Elam contributed significantly to the development and understanding of modern rescue breathing, cardiopulmonary resuscitation (CPR), and brought it to the attention of the medical community and the general public. In 1954, Elam was the first to demonstrate experimentally that cardiopulmonary resuscitation (CPR) was a sound technique, and together with Dr. Peter Safar he demonstrated its superiority to previous methods.

Elam wrote the instructional booklet Rescue Breathing, which was distributed throughout the U.S. in 1959. He also participated in producing films demonstrating the life-saving technique and contributed with Peter Safar in the development of a mannequin called Resusci Anne, produced by Laerdal of Norway, that allowed the public to learn the technique in a safe manner.

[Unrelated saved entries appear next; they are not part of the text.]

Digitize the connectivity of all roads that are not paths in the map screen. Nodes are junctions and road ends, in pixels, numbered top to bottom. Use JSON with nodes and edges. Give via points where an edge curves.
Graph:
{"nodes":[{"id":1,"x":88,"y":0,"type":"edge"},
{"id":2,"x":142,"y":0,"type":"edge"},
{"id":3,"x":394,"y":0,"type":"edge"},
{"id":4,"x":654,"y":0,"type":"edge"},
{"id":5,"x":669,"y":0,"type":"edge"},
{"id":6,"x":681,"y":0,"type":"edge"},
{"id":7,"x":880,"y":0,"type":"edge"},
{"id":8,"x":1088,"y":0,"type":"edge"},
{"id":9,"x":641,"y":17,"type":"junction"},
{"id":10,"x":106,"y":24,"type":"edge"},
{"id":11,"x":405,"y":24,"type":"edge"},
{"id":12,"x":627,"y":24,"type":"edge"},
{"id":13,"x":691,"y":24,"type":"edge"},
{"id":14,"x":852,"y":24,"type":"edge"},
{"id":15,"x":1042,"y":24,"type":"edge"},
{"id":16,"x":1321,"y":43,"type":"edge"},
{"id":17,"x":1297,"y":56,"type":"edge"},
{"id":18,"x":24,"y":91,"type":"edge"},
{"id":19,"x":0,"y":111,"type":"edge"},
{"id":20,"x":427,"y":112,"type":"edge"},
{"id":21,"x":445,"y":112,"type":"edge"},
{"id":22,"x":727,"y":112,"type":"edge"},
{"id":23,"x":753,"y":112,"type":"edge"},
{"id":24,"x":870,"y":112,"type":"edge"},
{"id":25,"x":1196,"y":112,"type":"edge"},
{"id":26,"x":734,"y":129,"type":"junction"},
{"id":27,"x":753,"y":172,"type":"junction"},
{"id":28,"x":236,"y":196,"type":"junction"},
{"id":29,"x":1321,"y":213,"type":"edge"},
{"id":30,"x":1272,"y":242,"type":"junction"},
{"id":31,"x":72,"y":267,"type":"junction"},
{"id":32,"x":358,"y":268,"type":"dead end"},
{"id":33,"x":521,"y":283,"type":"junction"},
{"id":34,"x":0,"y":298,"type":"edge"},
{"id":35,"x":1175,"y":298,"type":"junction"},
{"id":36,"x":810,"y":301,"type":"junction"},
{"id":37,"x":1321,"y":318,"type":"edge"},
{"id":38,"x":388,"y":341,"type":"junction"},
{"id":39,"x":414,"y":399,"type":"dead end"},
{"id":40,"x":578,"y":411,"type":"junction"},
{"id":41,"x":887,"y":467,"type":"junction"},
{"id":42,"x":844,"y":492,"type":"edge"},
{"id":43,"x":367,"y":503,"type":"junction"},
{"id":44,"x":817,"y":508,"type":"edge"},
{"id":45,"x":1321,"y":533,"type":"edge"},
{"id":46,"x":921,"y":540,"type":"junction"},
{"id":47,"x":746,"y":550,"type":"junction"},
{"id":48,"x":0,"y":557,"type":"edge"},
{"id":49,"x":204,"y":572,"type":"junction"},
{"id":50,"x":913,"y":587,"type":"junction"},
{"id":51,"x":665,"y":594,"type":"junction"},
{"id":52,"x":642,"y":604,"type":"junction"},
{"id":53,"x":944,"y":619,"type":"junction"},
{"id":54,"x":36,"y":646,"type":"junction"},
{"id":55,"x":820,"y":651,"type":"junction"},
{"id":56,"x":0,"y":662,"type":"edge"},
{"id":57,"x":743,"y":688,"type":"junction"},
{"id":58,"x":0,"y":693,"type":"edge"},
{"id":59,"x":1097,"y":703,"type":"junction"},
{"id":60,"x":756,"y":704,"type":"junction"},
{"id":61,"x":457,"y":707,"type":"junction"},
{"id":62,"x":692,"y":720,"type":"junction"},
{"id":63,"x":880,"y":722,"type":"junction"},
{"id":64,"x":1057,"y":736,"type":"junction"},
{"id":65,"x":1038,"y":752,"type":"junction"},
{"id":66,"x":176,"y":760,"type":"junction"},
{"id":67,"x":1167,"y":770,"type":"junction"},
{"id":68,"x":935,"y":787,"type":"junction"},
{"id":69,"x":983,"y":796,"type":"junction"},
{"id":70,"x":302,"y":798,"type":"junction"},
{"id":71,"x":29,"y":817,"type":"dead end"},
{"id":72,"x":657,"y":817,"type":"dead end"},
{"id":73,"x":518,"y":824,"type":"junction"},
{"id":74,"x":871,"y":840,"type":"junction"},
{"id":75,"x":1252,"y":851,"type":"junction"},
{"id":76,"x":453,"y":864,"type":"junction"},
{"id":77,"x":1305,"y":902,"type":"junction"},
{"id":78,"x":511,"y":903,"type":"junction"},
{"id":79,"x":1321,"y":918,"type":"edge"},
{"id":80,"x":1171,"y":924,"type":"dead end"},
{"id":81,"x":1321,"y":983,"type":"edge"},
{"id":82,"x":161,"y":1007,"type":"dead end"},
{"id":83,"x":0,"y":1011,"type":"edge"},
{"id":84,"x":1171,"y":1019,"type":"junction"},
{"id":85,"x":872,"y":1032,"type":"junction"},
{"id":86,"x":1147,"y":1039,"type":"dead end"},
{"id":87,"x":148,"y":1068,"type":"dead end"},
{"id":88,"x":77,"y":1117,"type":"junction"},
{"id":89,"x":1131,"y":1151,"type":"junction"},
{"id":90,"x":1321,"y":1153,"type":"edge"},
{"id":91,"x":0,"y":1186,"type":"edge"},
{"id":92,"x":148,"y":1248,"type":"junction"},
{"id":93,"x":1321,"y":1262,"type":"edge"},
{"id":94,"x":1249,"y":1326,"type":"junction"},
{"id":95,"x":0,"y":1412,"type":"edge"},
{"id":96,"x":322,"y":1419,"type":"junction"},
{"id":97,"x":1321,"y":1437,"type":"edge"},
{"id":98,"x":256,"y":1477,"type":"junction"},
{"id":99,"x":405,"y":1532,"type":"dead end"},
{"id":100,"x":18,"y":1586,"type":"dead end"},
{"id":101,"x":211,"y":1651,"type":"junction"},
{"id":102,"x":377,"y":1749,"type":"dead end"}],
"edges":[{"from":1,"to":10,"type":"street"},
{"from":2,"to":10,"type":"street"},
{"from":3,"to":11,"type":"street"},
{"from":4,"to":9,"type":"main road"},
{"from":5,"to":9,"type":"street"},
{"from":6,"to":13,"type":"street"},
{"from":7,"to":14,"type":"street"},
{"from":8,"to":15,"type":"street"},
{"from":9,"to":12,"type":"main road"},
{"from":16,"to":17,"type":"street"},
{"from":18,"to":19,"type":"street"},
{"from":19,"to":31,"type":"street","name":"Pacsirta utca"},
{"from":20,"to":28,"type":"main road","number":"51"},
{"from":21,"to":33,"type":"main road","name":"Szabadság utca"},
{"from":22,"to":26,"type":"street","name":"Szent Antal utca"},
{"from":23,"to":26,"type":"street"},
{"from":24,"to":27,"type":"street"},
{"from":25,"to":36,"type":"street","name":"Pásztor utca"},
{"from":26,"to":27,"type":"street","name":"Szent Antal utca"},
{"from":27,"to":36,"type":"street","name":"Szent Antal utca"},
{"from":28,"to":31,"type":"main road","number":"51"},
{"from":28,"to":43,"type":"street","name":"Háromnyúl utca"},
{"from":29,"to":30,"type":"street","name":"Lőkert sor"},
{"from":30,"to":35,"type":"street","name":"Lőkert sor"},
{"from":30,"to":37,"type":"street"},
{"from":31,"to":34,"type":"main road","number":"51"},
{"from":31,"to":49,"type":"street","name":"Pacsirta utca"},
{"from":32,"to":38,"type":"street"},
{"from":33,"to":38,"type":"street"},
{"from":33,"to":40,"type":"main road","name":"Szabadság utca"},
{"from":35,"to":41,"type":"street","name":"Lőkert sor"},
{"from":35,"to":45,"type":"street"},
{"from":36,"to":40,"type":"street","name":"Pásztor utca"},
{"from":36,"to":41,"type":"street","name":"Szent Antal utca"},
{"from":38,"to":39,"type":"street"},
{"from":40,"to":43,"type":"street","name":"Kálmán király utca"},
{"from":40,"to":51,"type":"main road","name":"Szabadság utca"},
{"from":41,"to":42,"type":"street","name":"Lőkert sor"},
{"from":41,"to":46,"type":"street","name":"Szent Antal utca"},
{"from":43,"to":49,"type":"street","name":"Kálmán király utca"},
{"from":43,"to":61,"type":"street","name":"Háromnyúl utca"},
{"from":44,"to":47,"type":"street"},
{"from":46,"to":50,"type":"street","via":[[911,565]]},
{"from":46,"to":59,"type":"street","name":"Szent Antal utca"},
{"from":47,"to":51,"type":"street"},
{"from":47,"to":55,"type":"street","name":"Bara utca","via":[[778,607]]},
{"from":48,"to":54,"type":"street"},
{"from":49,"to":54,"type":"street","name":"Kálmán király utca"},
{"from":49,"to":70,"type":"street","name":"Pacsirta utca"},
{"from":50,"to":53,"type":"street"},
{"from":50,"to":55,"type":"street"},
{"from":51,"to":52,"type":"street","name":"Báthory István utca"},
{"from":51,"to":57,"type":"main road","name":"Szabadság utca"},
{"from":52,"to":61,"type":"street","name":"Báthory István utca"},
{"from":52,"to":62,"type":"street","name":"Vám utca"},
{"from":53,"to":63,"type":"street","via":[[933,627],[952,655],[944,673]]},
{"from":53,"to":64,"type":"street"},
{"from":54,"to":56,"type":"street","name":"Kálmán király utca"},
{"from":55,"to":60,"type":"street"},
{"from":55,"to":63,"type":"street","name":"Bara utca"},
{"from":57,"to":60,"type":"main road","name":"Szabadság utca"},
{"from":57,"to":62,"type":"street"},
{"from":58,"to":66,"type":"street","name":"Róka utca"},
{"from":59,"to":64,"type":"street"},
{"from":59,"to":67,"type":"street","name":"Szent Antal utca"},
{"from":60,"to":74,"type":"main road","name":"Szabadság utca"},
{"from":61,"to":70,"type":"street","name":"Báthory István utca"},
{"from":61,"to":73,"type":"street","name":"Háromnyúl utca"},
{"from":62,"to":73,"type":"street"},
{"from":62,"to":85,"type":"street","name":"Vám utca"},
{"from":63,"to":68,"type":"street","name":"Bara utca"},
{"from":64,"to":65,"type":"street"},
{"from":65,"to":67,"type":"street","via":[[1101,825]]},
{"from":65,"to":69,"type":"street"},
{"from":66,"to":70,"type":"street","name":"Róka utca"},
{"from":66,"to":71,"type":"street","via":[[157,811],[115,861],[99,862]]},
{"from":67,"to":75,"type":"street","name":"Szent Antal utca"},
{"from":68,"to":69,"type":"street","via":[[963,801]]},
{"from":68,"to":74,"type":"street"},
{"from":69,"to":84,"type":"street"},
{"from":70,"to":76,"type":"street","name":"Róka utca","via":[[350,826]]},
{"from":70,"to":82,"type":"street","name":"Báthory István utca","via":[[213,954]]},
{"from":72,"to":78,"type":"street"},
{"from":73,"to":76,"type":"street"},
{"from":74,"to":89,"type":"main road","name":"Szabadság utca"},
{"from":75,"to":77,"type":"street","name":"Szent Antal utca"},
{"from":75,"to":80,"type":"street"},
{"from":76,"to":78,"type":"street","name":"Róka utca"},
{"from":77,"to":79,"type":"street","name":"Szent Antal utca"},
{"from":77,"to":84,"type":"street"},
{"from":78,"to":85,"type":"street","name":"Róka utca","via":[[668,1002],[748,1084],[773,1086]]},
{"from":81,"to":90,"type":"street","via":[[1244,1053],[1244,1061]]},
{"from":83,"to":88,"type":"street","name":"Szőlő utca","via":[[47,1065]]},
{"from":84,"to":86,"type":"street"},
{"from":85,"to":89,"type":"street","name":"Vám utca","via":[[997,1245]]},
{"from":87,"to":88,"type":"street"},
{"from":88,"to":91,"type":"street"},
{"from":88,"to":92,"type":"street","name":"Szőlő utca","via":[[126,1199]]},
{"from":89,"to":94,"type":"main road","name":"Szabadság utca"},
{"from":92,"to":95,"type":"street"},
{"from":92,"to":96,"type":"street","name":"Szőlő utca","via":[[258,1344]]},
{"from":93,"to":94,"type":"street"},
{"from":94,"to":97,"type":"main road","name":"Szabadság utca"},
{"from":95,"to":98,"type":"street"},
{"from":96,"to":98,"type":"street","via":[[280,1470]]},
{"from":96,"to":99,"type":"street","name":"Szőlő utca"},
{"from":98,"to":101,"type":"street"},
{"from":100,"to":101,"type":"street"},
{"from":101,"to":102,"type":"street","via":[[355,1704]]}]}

Elam received his medical doctorate from Johns Hopkins School of Medicine in 1945. For his achievements in emergency medicine, Elam received a United States Army Certificate of Achievement, and in 1962, the Albion O. Bernstein Award, the Medical Society of the state of New York's highest honor.

In 1968, Elam, together with Robert Bauer, founded of the Society for Obstetric Anesthesia and Perinatology (SOAP).